Für die Frage, was unter dem verbotenen Kredit- und Garantiegeschäft mit alternativen Investmentfonds zu verstehen ist, ist auf die enge Begriffsbestimmung nach § 1 Absatz 1 Satz 2 Nr. 2 KWG (Kreditgeschäft) beziehungsweise § 1 Absatz 1 Satz 2 Nr. 8 KWG (Garantiegeschäft) zurückzugreifen. Kredit- und Garantiegeschäfte mit AIF sind erfasst, wenn sie in beträchtlichem Umfang Leverage einsetzen, also Hebelgeschäfte. Die Institute müssen über angemessene Prozesse verfügen, um die Einhaltung der Anlagebedingungen überprüfen zu können. Schließlich beantworten die Auslegungshinweise auch die Frage, ob beziehungsweise in welchen Fällen Kredit- und Garantiegeschäfte mit Zweck- und Objektgesellschaften wirtschaftlich den verbotenen Geschäften mit AIF zuzurechnen sind.

Internationale Trennbankenregelungen

Neben dem Abschirmungsgesetz gibt es international eine Reihe weiterer Trennbankenregelungen, zum Beispiel den Dodd-Frank Act mit der sogenannten Volcker Rule in den USA und den Financial Services Act in Großbritannien, der auf einem Vorschlag der Independent Commission on Banking unter dem Vorsitz des bekannten Ökonomos Sir John Vickers basiert.
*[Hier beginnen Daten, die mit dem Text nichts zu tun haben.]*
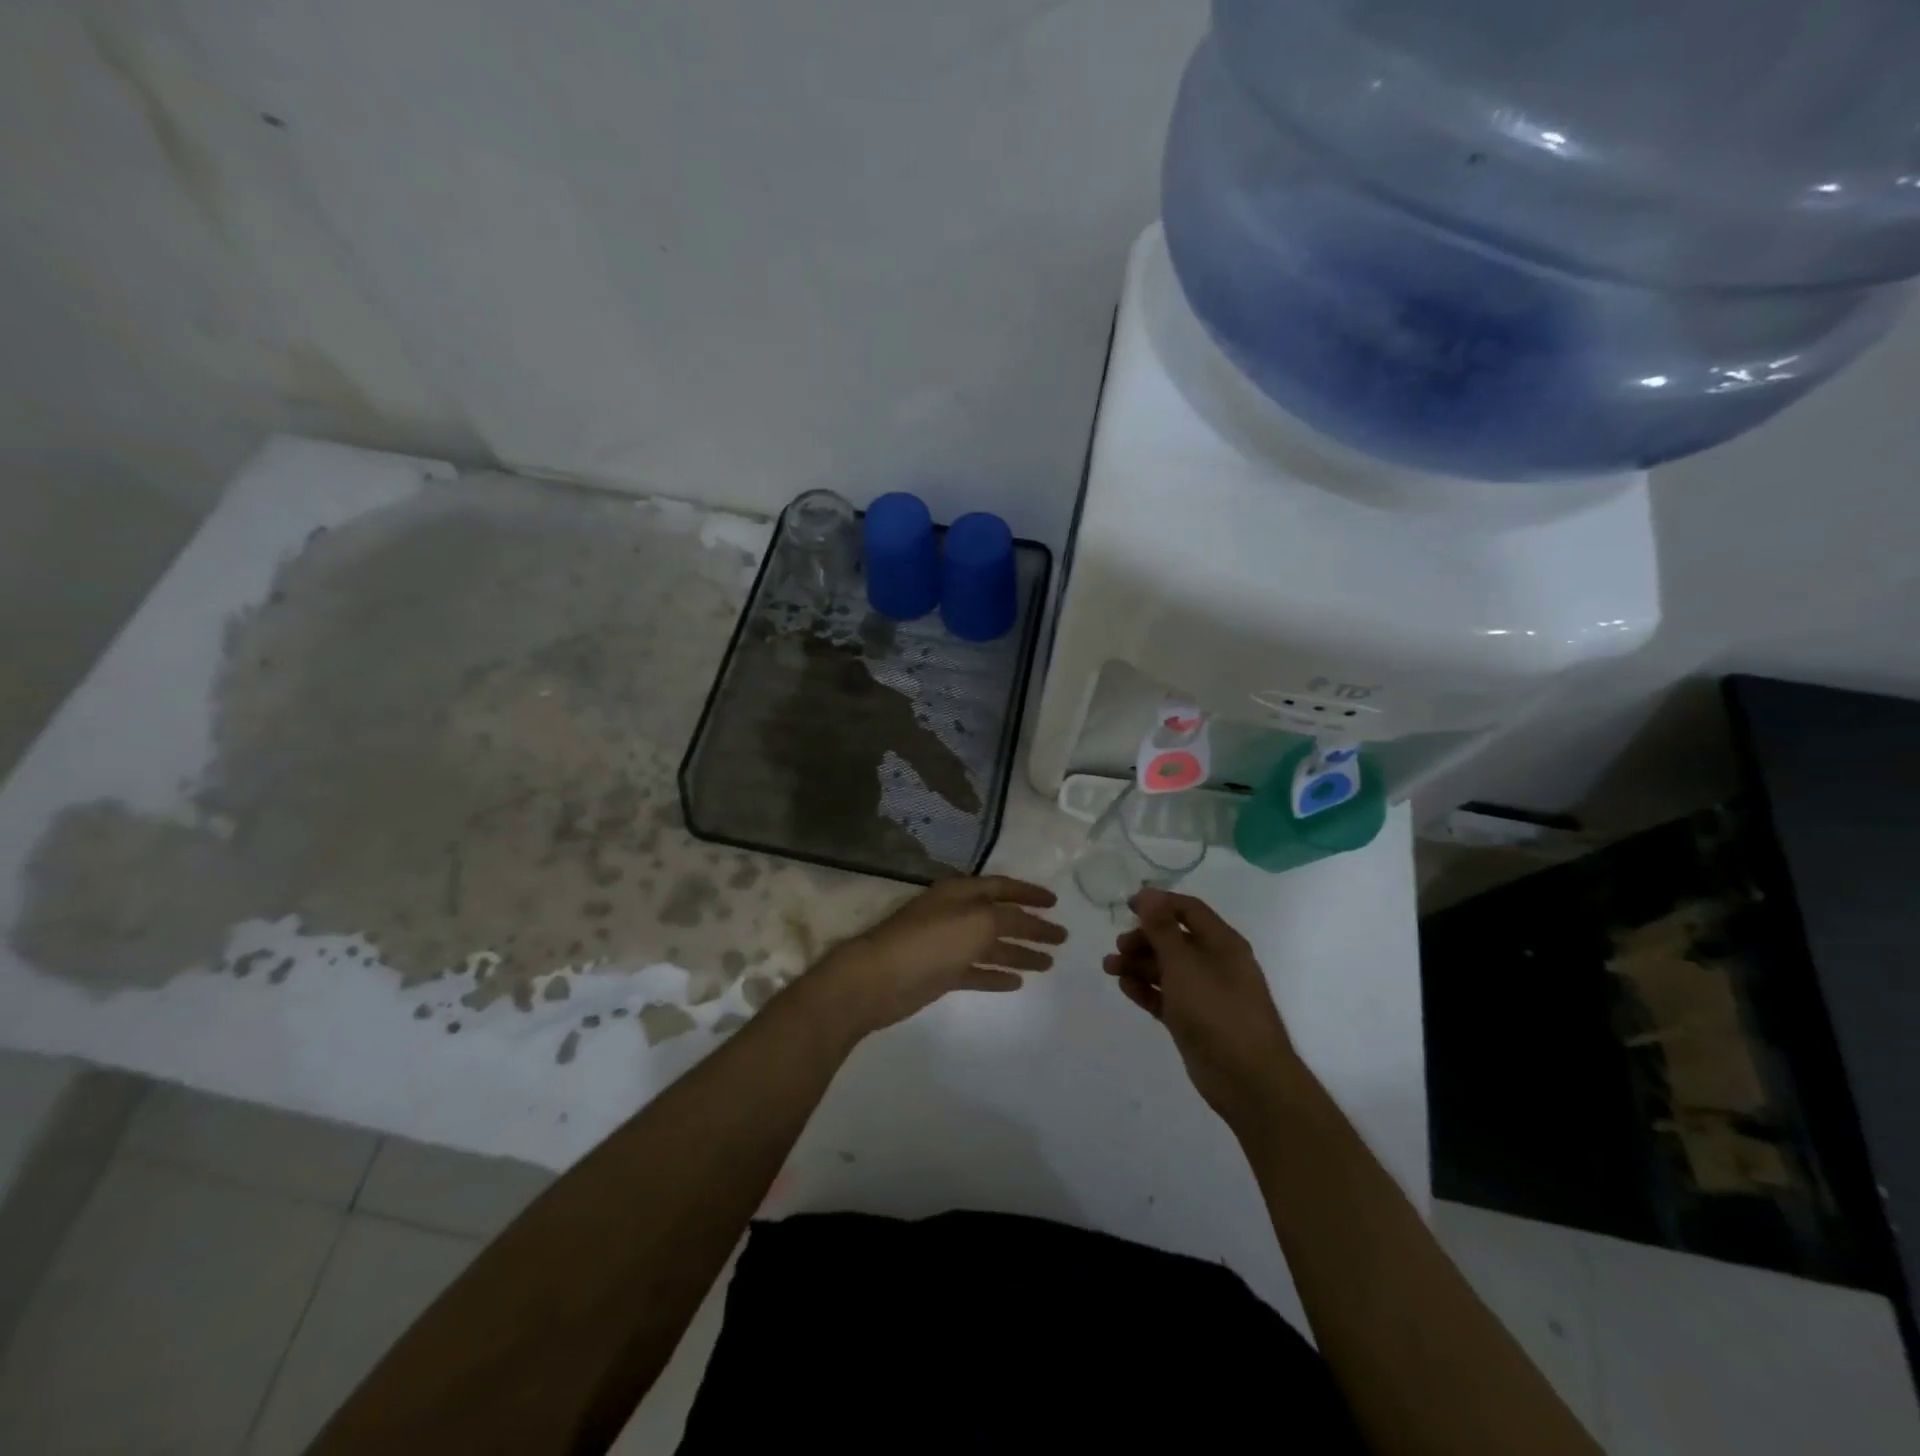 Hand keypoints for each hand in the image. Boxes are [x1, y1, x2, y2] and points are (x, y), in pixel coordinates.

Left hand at [815, 876, 1065, 1035]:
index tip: (1056, 902)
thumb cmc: (929, 942)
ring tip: (1049, 963)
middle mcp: (955, 914)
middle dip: (1031, 927)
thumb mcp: (977, 922)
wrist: (877, 979)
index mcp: (961, 893)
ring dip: (1019, 953)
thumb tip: (1028, 921)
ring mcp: (947, 945)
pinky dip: (996, 975)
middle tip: (1062, 938)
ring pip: (991, 946)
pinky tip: (1018, 982)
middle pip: (1001, 918)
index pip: (1002, 887)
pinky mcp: (940, 974)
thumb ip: (1007, 918)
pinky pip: (976, 971)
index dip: (1029, 893)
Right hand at [1102, 888, 1298, 1134]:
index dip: (1159, 903)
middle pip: (1175, 939)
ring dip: (1139, 964)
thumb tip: (1148, 892)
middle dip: (1144, 938)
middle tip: (1118, 946)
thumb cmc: (1217, 1011)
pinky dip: (1146, 990)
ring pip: (1168, 969)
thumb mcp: (1184, 964)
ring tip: (1109, 968)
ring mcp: (1205, 994)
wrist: (1248, 1080)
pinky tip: (1124, 988)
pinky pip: (1166, 996)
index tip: (1127, 906)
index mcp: (1222, 943)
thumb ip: (1162, 928)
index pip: (1189, 910)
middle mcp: (1216, 964)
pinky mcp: (1195, 1021)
Die Europäische Kommission setzte 2012 eine Expertengruppe unter Federführung des finnischen Zentralbankpräsidenten Erkki Liikanen (Liikanen-Gruppe) ein. Ihre Empfehlungen sind in den Verordnungsentwurf für eine Bankenstrukturreform eingeflossen, über den der Rat der Europäischen Union, das Europäische Parlament und die Kommission noch verhandeln werden. Die vorgeschlagenen Regeln unterscheiden sich teilweise von denen des Abschirmungsgesetzes, sind ihrer grundsätzlichen Ausrichtung nach aber vergleichbar.

Hinweis

Der Beitrag gibt den Sachstand zum Zeitpunkt der Veröffentlichung im BaFinJournal wieder und wird nicht nachträglich aktualisiert. Bitte beachten Sie die Allgemeinen Nutzungsbedingungen.

Fußnoten:

  1. 1 Beim Market-Making stellen Marktteilnehmer auf dem Kapitalmarkt verbindliche An- und Verkaufskurse für ein Finanzinstrument. Sie sorgen so für regelmäßige und kontinuierliche Liquidität auf dem Markt.
  2. 2 Kreditinstitute, die der europäischen Eigenmittelverordnung (Capital Requirements RegulationCRR) unterliegen.